Berlusconi claims win for center-right in Sicily vote

This file photo taken on May 22, 2014 shows Former Italian Prime Minister and president of the Italian center-right Forza Italia (FI) party, Silvio Berlusconi during a rally. (AFP)

PALERMO, Italy: Former Italian Prime Minister Silvio Berlusconi was poised for for a stunning political comeback on Monday, as he claimed victory in an election in Sicily that puts him and his rightist allies in pole position for a national vote due by next May.
With about 85 percent of the votes counted, a center-right bloc backed by the four-times prime minister was running five percentage points ahead of the anti-establishment 5-Star Movement, with the center-left a distant third.
“Sicily, just as I asked, has chosen the path of real, serious, constructive change, based on honesty, competence and experience,” the 81 year-old said in a video posted on Facebook.
The result puts Berlusconi back on the political map after years of sex scandals and graft allegations.
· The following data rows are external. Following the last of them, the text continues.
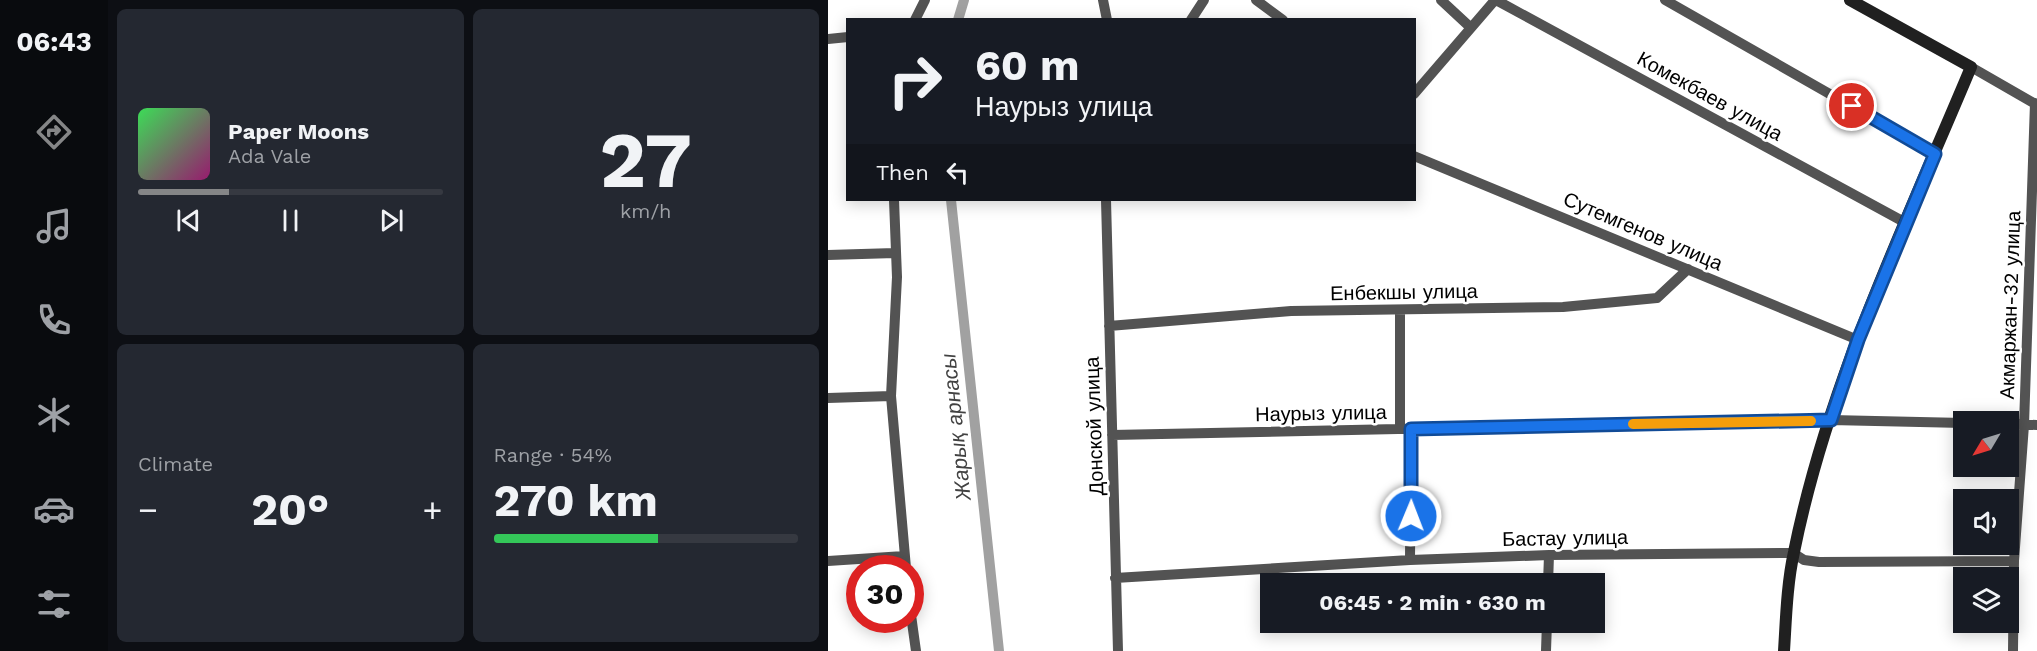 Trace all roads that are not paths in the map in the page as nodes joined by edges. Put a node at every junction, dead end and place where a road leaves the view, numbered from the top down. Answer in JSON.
{"nodes":[{"id":1,"x":925,"y":0,"type":"edge"},
{"id":2,"x":1103,"y":0,"type":"edge"},
{"id":3,"x":1204,"y":0,"type":"edge"},
{"id":4,"x":1256,"y":0,"type":"edge"},
{"id":5,"x":1441,"y":0,"type":"edge"},
{"id":6,"x":1496,"y":0,"type":"edge"},
{"id":7,"x":1665,"y":0,"type":"edge"},
{"id":8,"x":1850,"y":0,"type":"edge"},
{"id":9,"x":916,"y":18,"type":"edge"},
{"id":10,"x":1107,"y":18,"type":"edge"},
{"id":11,"x":1192,"y":18,"type":"edge"},
{"id":12,"x":1280,"y":18,"type":"edge"},
{"id":13,"x":1470,"y":27,"type":"junction"},
{"id":14,"x":846,"y":37,"type":"edge"},
{"id":15,"x":828,"y":39,"type":"edge"},
{"id":16,"x":1971,"y":67,"type":"junction"},
{"id":17,"x":1416,"y":92,"type":"edge"},
{"id":18,"x":2036,"y":104,"type":"edge"},
{"id":19,"x":1935,"y":154,"type":"junction"},
{"id":20,"x":1416,"y":157,"type":"edge"},
{"id":21,"x":894,"y":201,"type":"edge"},
{"id":22,"x":1106,"y":201,"type":"edge"},
{"id":23,"x":1906,"y":223,"type":"junction"},
{"id":24,"x":896,"y":253,"type":"junction"},
{"id":25,"x":828,"y":255,"type":"edge"},
{"id":26,"x":1688,"y":269,"type":"junction"},
{"id":27,"x":1400,"y":309,"type":"junction"},
{"id":28,"x":1109,"y":326,"type":"junction"},
{"id":29,"x":1858,"y":340,"type":"junction"},
{"id":30,"x":891,"y":396,"type":"junction"},
{"id":31,"x":828,"y":398,"type":"edge"},
{"id":32,"x":1831,"y":420,"type":"junction"},
{"id":33,"x":1953,"y":423,"type":"edge"},
{"id":34,"x":2019,"y":425,"type":"edge"},
{"id":35,"x":2024,"y":425,"type":"junction"},
{"id":36,"x":2037,"y":425,"type":"edge"},
{"id":37,"x":1406,"y":429,"type":"junction"},
{"id":38,"x":1112,"y":435,"type":"junction"},
{"id":39,"x":1793,"y":554,"type":"junction"},
{"id":40,"x":904,"y":555,"type":"edge"},
{"id":41,"x":1549,"y":555,"type":"junction"},
{"id":42,"x":846,"y":560,"type":"edge"},
{"id":43,"x":1410,"y":560,"type":"junction"},
{"id":44,"x":828,"y":561,"type":"edge"},
{"id":45,"x":2014,"y":561,"type":"junction"},
{"id":46,"x":1548,"y":573,"type":"edge"},
{"id":47,"x":1115,"y":578,"type":"junction"},
{"id":48,"x":913,"y":633,"type":"edge"},
{"id":49,"x":1547,"y":633,"type":"edge"},
{"id":50,"x":916,"y":651,"type":"edge"},
{"id":51,"x":1118,"y":651,"type":"edge"},
{"id":52,"x":1546,"y":651,"type":"edge"},
{"id":53,"x":1784,"y":651,"type":"edge"},
{"id":54,"x":2013,"y":651,"type":"edge"}],
"edges":[{"from":1,"to":9,"type":"street"},
{"from":2,"to":10,"type":"street"},
{"from":3,"to":11,"type":"street"},
{"from":4,"to":12,"type":"street"},
{"from":5,"to":13,"type":"street"},
{"from":6,"to":13,"type":"street"},
{"from":6,"to":23,"type":"street","name":"Комекбаев улица"},
{"from":7,"to":19,"type":"street"},
{"from":8,"to":16,"type":"street"},
{"from":13,"to":17,"type":"street"},
{"from":14,"to":15,"type":"street"},
{"from":16,"to":18,"type":"street"},
{"from":16,"to":19,"type":"street"},
{"from":18,"to":35,"type":"street","name":"Акмаржан-32 улица"},
{"from":19,"to":23,"type":"street"},
{"from":20,"to":26,"type":"street","name":"Сутемгенов улица"},
{"from":21,"to":24,"type":"street"},
{"from":22,"to":28,"type":"street","name":"Донской улица"},
{"from":23,"to":29,"type":"street"},
{"from":24,"to":25,"type":"street"},
{"from":24,"to":30,"type":"street"},
{"from":26,"to":27,"type":"street","name":"Енбекшы улица"},
{"from":26,"to":29,"type":"street","name":"Сутемгенов улица"},
{"from":27,"to":28,"type":"street","name":"Енбекшы улица"},
{"from":27,"to":37,"type":"street"},
{"from":28,"to":38,"type":"street","name":"Донской улица"},
{"from":29,"to":32,"type":"street"},
{"from":30,"to":31,"type":"street"},
{"from":30,"to":40,"type":"street"},
{"from":32,"to":33,"type":"street","name":"Наурыз улица"},
{"from":32,"to":37,"type":"street","name":"Наурыз улица"},
{"from":32,"to":39,"type":"street"},
{"from":34,"to":35,"type":"street"},
{"from":35,"to":36,"type":"street"},
{"from":35,"to":45,"type":"street","name":"Акмаржан-32 улица"},
{"from":37,"to":38,"type":"street","name":"Наурыз улица"},
{"from":37,"to":43,"type":"street"},
{"from":38,"to":47,"type":"street","name":"Донской улица"},
{"from":39,"to":41,"type":"street","name":"Бастау улица"},
{"from":39,"to":45,"type":"street","name":"Бастау улица"},
{"from":39,"to":53,"type":"street"},
{"from":41,"to":43,"type":"street","name":"Бастау улица"},
{"from":41,"to":46,"type":"street"},
{"from":42,"to":44,"type":"street"},
{"from":43,"to":47,"type":"street","name":"Бастау улица"},
{"from":45,"to":54,"type":"street","name":"Акмаржан-32 улица"},
{"from":47,"to":51,"type":"street","name":"Донской улица"},
{"from":48,"to":50,"type":"street"},
{"from":49,"to":52,"type":"street"}]}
By contrast, it deals a stinging blow to another former prime minister, Matteo Renzi, head of the ruling Democratic Party (PD), which is locked in feuding with erstwhile leftist partners.
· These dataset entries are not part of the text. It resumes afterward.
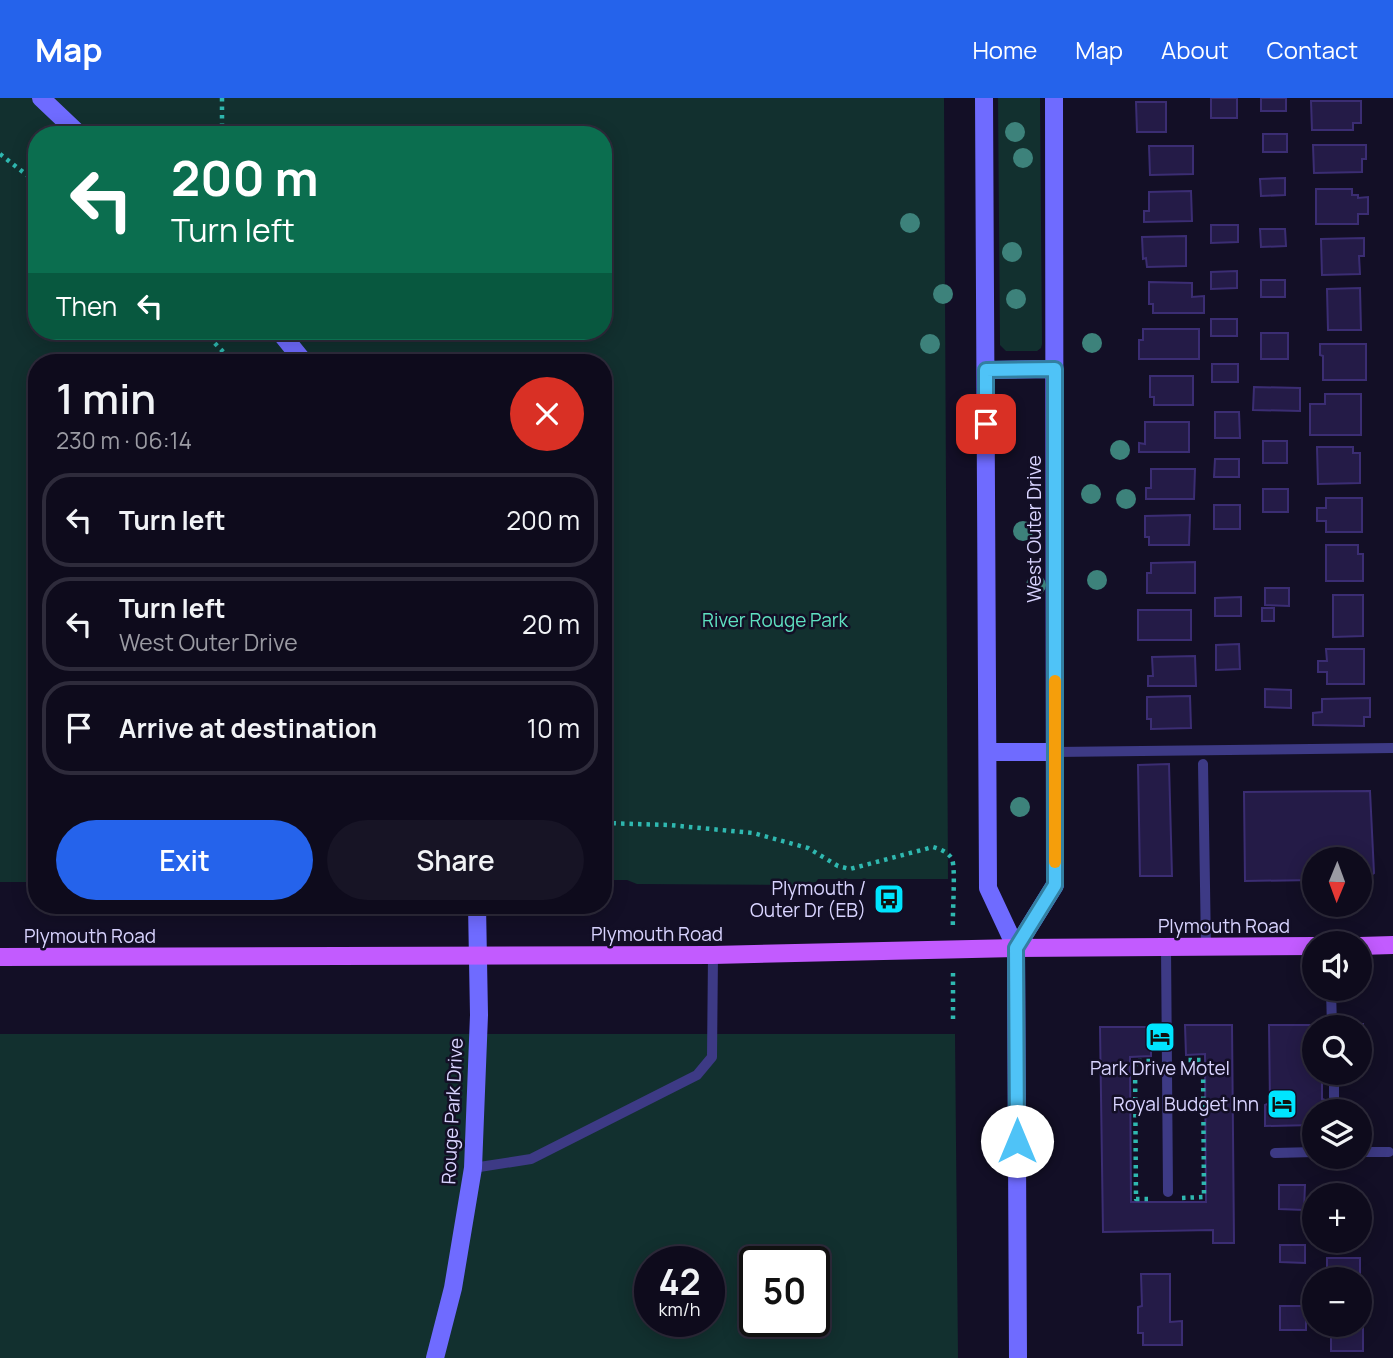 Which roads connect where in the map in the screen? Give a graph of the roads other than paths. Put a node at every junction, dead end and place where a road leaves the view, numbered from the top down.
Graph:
1 (41, 98) edge
2 (984, 98) edge
3 (1054, 98) edge
4 (71, 126) edge
5 (286, 340) edge
6 (298, 354) edge
7 (1055, 369) junction
8 (986, 370) junction
9 (1393, 748) edge
10 (988, 752) junction
11 (1055, 752) junction
12 (1203, 764) dead end
13 (477, 914) edge
14 (1393, 945) edge
15 (1302, 946) edge
16 (1372, 946) edge
17 (1166, 947) junction
18 (1206, 947) junction
19 (1016, 948) junction
20 (479, 955) junction
21 (713, 955) junction
22 (0, 957) edge
23 (1302, 1152) edge
24 (1372, 1152) edge
25 (1390, 1152) dead end
26 (1275, 1153) dead end
27 (473, 1168) junction
28 (1168, 1192) dead end
29 (435, 1358) edge
30 (1018, 1358) edge

1 - 4 main road
2 - 8 main road
3 - 7 main road, West Outer Drive
5 - 6 main road
7 - 8 main road
7 - 11 main road, West Outer Drive
8 - 10 main road
9 - 11 lane
10 - 11 main road
10 - 19 main road
11 - 19 main road, West Outer Drive
12 - 18 lane
13 - 20 main road, Rouge Park Drive
14 - 16 main road
15 - 18 main road, Plymouth Road
17 - 18 main road, Plymouth Road
17 - 19 main road, Plymouth Road
17 - 28 lane
19 - 21 main road, Plymouth Road
19 - 30 main road
20 - 21 main road, Plymouth Road
20 - 22 main road, Plymouth Road
20 - 27 main road, Rouge Park Drive
21 - 27 lane
23 - 26 lane
24 - 25 lane
27 - 29 main road, Rouge Park Drive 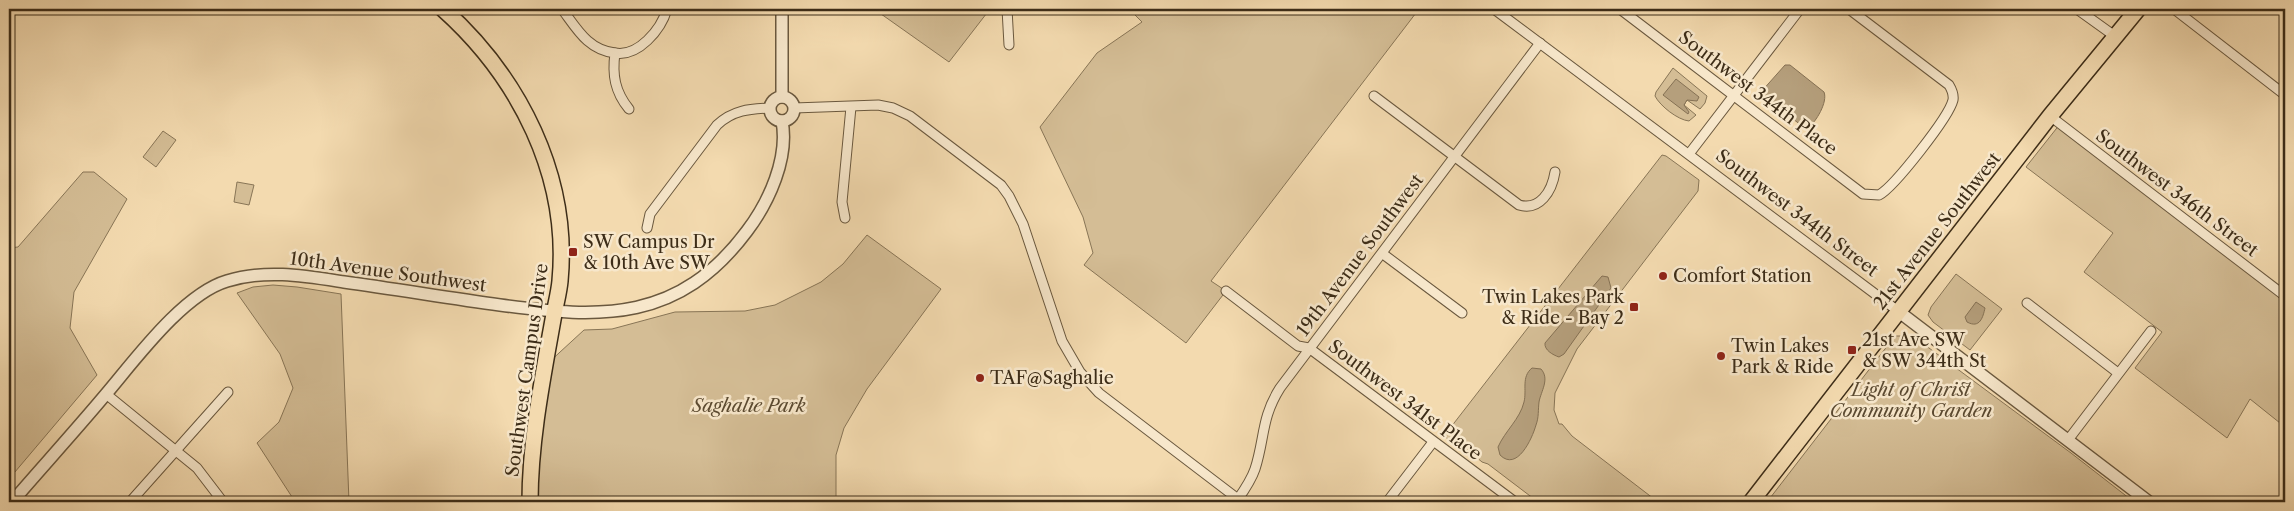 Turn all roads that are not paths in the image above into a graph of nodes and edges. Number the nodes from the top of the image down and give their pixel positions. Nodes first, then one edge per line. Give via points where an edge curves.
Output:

After a raft of vote setbacks in recent years, Renzi has many critics inside the PD who may now try to mount a challenge to his leadership.
The regional Sicilian ballot, held on Sunday, is seen as a dry run for the national vote, with many of the island’s problems reflecting those of the country as a whole — high unemployment, a debt mountain and sluggish economic growth.

“A WINNING MODEL“
Sicily is traditionally a center-right stronghold which was poached by the PD in 2012 thanks to splits in the conservative bloc. This time Berlusconi reunited the coalition behind a widely respected leader with a far-right background.
Nello Musumeci, the center-right’s candidate for governor of the island, had 39.8 percent of the vote, while the 5-Star’s Giancarlo Cancelleri had 34.7 percent. The center-left’s Fabrizio Micari was lagging on 18.5 percent.
“From Sicily we will demonstrate that this is a winning model that can triumph at a national level,” said Giorgia Meloni, the leader of the right-wing Brothers of Italy party which is the junior partner in the center-right alliance.
The maverick 5-Star, founded by comedian Beppe Grillo, had campaigned relentlessly for months in Sicily, looking to take charge of its first region after a string of successes in municipal ballots in recent years, including in Rome and Turin.
Its leader Luigi Di Maio said the party had been penalized in Sicily by low turnout — less than half of those eligible cast a vote.
“In two or three months I think many of those who abstained will regret not going to vote,” Di Maio said, insisting that if turnout had been 3 or 4 points higher it could have tilted the result in the movement’s favor.
Although defeat is a blow, the 5-Star can take comfort from the fact that it is the largest single political force, taking at least 30 percent of a separate vote on Sicily for party lists against less than 15 percent for its nearest rival — Berlusconi’s Forza Italia (Go Italy!)